# [TASK DETAILS]
Repeat the data below in full. Pictures must not be part of the copy.
===
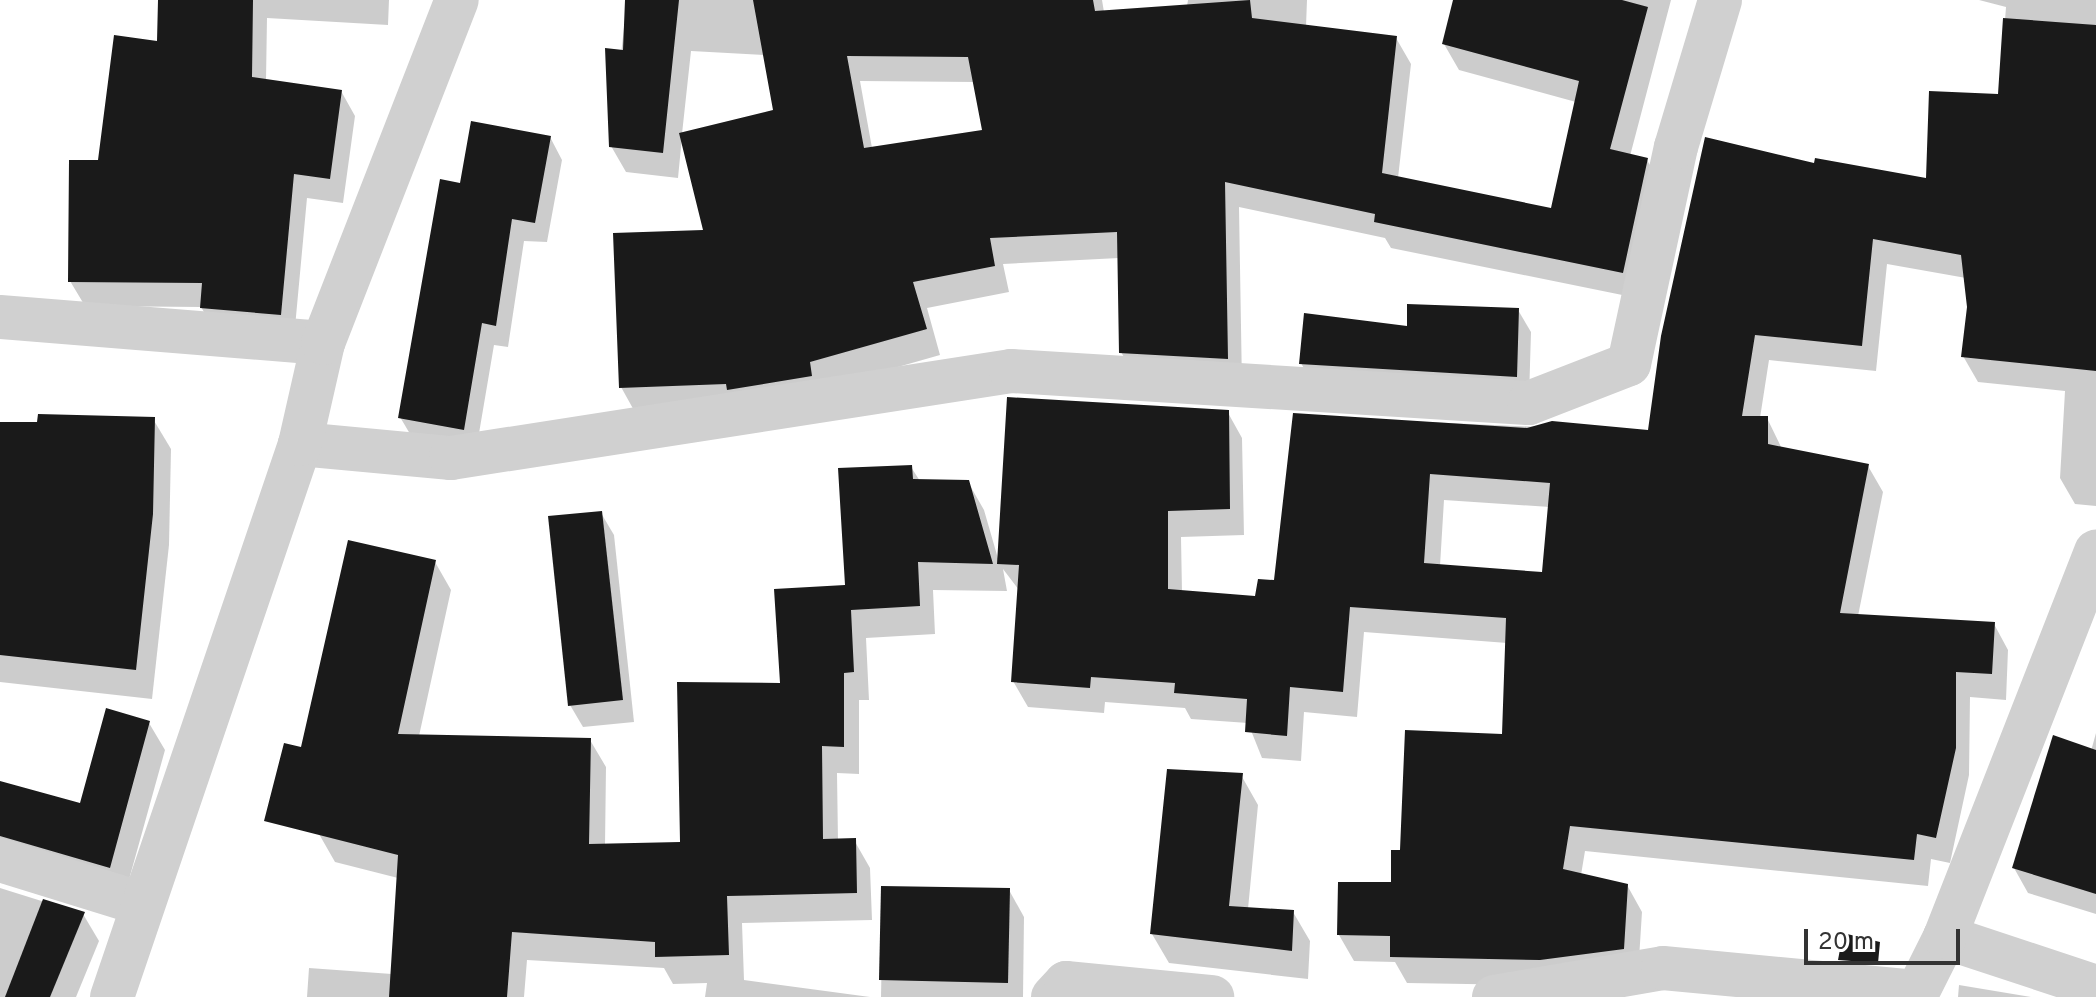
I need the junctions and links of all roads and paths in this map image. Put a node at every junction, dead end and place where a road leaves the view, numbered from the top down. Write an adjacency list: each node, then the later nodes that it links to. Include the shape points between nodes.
1 (457, 0): 4 (street)
2 (1720, 0): 5 (street, via 1676,147 1629,364 1529,403 1011,371 451,458)
3 (0, 317): 4 (street)
4 (323, 343): 5 (street)
5 (300, 444): 8 (street)
6 (2096, 551): 9 (street)
7 (0, 860): 8 (street)
8 (142, 904): 12 (street)
9 (1945, 937): 10 (street); 11 (street)
10 (2096, 987)
11 (1915, 995): 15 (street, via 1663,968)
12 (112, 997)
13 (1053, 997): 14 (street, via 1066,983)
14 (1212, 997)
15 (1494, 997)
===
# [EXPECTED ANSWER]
I need the junctions and links of all roads and paths in this map image. Put a node at every junction, dead end and place where a road leaves the view, numbered from the top down. Write an adjacency list: each node, then the later nodes that it links to. Include the shape points between nodes.
1 (457, 0): 4 (street)
2 (1720, 0): 5 (street, via 1676,147 1629,364 1529,403 1011,371 451,458)
3 (0, 317): 4 (street)
4 (323, 343): 5 (street)
5 (300, 444): 8 (street)
6 (2096, 551): 9 (street)
7 (0, 860): 8 (street)
8 (142, 904): 12 (street)
9 (1945, 937): 10 (street); 11 (street)
10 (2096, 987)
11 (1915, 995): 15 (street, via 1663,968)
12 (112, 997)
13 (1053, 997): 14 (street, via 1066,983)
14 (1212, 997)
15 (1494, 997)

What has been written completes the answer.